-- Exercise requirements --
Every line of the data below is to be written out again exactly.

-- Data --
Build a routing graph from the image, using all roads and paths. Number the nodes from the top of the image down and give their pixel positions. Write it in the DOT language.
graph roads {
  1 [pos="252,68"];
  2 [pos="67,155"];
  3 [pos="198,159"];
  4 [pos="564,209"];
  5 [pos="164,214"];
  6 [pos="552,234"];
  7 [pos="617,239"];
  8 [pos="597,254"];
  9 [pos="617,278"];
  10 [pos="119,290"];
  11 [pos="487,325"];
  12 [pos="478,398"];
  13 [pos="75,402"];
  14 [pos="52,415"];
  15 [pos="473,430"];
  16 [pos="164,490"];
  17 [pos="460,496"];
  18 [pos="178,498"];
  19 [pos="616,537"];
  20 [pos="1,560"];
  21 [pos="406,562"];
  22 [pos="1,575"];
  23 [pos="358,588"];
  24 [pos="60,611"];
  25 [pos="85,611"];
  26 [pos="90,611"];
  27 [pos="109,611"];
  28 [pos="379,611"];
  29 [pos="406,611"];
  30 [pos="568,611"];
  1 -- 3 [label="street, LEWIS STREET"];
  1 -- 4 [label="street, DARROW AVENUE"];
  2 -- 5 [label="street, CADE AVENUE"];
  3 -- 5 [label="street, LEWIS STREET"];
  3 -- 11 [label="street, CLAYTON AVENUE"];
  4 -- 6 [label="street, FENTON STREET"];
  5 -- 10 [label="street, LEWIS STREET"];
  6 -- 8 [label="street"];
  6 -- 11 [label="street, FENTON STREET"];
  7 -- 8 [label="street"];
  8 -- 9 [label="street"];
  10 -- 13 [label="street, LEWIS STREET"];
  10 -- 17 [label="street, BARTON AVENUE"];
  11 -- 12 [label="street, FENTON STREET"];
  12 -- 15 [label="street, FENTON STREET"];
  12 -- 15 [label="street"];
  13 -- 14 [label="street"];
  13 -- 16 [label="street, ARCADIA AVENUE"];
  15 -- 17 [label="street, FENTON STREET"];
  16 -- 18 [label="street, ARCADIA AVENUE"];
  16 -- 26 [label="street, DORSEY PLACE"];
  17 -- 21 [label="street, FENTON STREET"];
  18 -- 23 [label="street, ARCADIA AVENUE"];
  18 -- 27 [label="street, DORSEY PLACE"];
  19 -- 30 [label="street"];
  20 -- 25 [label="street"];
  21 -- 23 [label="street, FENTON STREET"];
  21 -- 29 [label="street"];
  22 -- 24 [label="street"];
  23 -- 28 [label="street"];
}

-- Answer for the task --
Build a routing graph from the image, using all roads and paths. Number the nodes from the top of the image down and give their pixel positions. Write it in the DOT language.
graph roads {
  1 [pos="252,68"];
  2 [pos="67,155"];
  3 [pos="198,159"];
  4 [pos="564,209"];
  5 [pos="164,214"];
  6 [pos="552,234"];
  7 [pos="617,239"];
  8 [pos="597,254"];
  9 [pos="617,278"];
  10 [pos="119,290"];
  11 [pos="487,325"];
  12 [pos="478,398"];
  13 [pos="75,402"];
  14 [pos="52,415"];
  15 [pos="473,430"];
  16 [pos="164,490"];
  17 [pos="460,496"];
  18 [pos="178,498"];
  19 [pos="616,537"];
  20 [pos="1,560"];
  21 [pos="406,562"];
  22 [pos="1,575"];
  23 [pos="358,588"];
  24 [pos="60,611"];
  25 [pos="85,611"];
  26 [pos="90,611"];
  27 [pos="109,611"];
  28 [pos="379,611"];
  29 [pos="406,611"];
  30 [pos="568,611"];
  1 -- 3 [label="street, LEWIS STREET"];
  1 -- 4 [label="street, DARROW AVENUE"];
  2 -- 5 [label="street, CADE AVENUE"];
  3 -- 5 [label="street, LEWIS STREET"];
  3 -- 11 [label="street, CLAYTON AVENUE"];
  4 -- 6 [label="street, FENTON STREET"];
  5 -- 10 [label="street, LEWIS STREET"];
  6 -- 8 [label="street"];
  6 -- 11 [label="street, FENTON STREET"];
  7 -- 8 [label="street"];
  8 -- 9 [label="street"];
  10 -- 13 [label="street, LEWIS STREET"];
  10 -- 17 [label="street, BARTON AVENUE"];
  11 -- 12 [label="street, FENTON STREET"];
  12 -- 15 [label="street, FENTON STREET"];
  12 -- 15 [label="street"];
  13 -- 14 [label="street"];
  13 -- 16 [label="street, ARCADIA AVENUE"];
  15 -- 17 [label="street, FENTON STREET"];
  16 -- 18 [label="street, ARCADIA AVENUE"];
  16 -- 26 [label="street, DORSEY PLACE"];
  17 -- 21 [label="street, FENTON STREET"];
  18 -- 23 [label="street, ARCADIA AVENUE"];
  18 -- 27 [label="street, DORSEY PLACE"];
  19 -- 30 [label="street"];
  20 -- 25 [label="street"];
  21 -- 23 [label="street, FENTON STREET"];
  21 -- 29 [label="street"];
  22 -- 24 [label="street"];
  23 -- 28 [label="street"];
}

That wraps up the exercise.